Pendant les cinq dernières années de sa vie, il vit à l’écart à cause de la maladie qui le défigure. Il écrit ainsi : « quand je me regarde, je frémis ! Quelle main a sillonné ma face de ces traces hideuses ? » Il se drogue à l’opium et ne parvient plus à vivre de sa plume. De son roman la Sœur grise qu’il conçoit comme un futur chef-d’œuvre, il se persuade qu’on le lui a volé. Après sa mort, on n’en retrouve aucun fragment. Les traces de son désespoir apparaissent dans son Album d’un Pessimisme qu’il écrit pour se soulager. Il en publie tout de même quelques fragments sous le titre de Mélanges dès 1823 dans les numéros du 7 août et du 23 septembre des Tablettes Universelles.
Au Printemps 1828, il perd sa domestique âgée de vingt ans qui était la seule à lui témoigner un amour sincère. Quelques mois plus tard, il la décrit dans une lettre adressée à Victor Hugo en ses termes : « celle qui vient de me quitter avait, sous des formes vulgaires, une âme dont j’avais seul le secret ; dans son ignorance et dans sa candeur, elle s’ignorait elle-même et j’étais tout au monde pour elle. Son vœu le plus ardent a été rempli, elle a exhalé son souffle dans mes bras. Je reste amèrement seul ». Sa maladie progresse, l’obligeant à augmenter ses doses d’opium.
Sa mort reste un mystère. Le suicide demeure un thème omniprésent dans son Album d’un Pessimiste. Le 13 janvier 1829, peu avant sa mort, il ajoute toute la première partie de son ouvrage qui porte le titre « Philosophie du Désespoir ». Cette section apparaît comme une sorte de « Testament philosophique », selon ses propres termes. Il meurt en 1830 dans des conditions mystérieuses.
Sa réputation littéraire naît grâce à l’édition posthume de son Album d’un pessimiste.

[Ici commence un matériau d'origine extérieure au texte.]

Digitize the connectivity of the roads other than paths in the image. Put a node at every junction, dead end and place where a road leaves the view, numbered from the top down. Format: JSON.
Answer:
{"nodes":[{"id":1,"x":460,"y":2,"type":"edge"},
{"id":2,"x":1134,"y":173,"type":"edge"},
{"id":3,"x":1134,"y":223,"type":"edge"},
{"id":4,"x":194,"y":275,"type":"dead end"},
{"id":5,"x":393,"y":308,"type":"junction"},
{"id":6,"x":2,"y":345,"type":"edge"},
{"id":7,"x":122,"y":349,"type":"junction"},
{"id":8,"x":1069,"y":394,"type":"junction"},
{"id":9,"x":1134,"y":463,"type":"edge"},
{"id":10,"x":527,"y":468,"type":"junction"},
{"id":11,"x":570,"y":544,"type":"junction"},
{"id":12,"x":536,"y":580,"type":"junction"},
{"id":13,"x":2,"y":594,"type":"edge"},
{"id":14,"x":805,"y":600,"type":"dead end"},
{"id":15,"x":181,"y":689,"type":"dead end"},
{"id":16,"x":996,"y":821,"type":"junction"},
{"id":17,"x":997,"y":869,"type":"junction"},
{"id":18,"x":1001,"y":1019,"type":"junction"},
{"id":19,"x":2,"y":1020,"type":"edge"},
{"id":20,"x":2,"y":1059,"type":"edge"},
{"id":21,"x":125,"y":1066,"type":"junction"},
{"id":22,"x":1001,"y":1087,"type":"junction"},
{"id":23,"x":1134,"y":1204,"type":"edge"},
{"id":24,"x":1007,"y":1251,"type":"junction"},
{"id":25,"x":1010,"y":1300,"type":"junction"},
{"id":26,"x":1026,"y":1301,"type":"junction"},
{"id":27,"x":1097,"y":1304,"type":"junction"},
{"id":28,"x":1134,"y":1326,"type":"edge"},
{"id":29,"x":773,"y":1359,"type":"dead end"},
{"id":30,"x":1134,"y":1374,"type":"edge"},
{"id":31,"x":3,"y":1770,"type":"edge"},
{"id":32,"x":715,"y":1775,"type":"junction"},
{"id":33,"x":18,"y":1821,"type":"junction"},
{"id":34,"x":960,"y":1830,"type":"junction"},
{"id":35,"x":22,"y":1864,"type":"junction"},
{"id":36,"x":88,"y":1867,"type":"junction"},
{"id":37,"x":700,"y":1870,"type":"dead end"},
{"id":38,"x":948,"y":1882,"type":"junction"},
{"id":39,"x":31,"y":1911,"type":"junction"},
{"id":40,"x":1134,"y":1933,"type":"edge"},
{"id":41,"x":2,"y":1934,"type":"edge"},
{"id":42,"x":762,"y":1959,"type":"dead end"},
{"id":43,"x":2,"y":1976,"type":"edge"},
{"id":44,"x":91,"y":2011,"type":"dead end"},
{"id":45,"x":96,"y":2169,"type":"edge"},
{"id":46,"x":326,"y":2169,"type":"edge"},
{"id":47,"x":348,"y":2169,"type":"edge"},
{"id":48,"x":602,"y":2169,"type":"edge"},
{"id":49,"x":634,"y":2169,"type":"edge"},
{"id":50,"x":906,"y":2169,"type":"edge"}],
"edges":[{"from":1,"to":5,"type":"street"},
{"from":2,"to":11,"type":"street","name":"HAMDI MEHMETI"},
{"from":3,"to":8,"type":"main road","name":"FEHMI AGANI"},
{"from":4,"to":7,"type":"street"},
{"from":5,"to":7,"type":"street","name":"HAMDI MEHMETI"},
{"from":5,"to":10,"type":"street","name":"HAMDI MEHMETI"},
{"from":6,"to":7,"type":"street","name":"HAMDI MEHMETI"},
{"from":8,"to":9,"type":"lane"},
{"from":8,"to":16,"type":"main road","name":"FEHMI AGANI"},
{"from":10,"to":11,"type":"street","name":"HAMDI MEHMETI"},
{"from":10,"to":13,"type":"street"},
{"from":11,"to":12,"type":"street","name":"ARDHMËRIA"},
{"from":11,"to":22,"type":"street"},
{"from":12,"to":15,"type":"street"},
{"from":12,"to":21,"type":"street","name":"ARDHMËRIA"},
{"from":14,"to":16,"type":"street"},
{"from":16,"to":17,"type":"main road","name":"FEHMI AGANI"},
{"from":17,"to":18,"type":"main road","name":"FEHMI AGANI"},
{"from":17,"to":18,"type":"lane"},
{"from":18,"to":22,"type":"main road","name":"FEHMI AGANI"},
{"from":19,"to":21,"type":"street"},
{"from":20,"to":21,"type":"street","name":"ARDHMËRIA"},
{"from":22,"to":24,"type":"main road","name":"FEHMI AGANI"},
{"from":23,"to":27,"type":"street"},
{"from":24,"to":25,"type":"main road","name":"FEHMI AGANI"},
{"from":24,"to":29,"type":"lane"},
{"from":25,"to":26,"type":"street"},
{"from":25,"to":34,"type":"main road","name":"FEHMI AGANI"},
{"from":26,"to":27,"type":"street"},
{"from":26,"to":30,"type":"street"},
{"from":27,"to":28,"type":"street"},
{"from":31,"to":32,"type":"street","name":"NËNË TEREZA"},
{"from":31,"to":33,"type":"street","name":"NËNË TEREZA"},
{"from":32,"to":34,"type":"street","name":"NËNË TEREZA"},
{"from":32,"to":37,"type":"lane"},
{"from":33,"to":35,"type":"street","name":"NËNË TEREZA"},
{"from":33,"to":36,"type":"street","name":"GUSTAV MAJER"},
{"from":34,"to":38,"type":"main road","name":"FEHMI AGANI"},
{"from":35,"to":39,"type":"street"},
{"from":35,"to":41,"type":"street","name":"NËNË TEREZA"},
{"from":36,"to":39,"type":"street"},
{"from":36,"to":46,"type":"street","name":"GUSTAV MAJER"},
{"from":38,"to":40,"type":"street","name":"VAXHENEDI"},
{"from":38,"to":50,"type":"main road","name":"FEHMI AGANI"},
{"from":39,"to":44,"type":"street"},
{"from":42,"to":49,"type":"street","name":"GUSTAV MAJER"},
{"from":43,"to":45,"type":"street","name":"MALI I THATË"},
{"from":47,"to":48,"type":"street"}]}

L’ouvrage lui a valu l’honneur d’être qualifié par André Breton de « surréaliste dans la mort » dans le Manifeste du Surréalisme publié en 1924. Ses lettres sont quasiment introuvables. En revanche, sa mémoire s’est perpétuée grâce à des auteurs célèbres qu’il a fréquentés. Victor Hugo lui rend hommage dans ses Chants du Crépuscule. Sainte-Beuve fait référence à l’auteur dans ses Portraits Contemporains et le compare à Oberman, « foudroyé sans éclair ». Charles Baudelaire, dans Fusées, le compare à Chateaubriand et à Edgar Poe.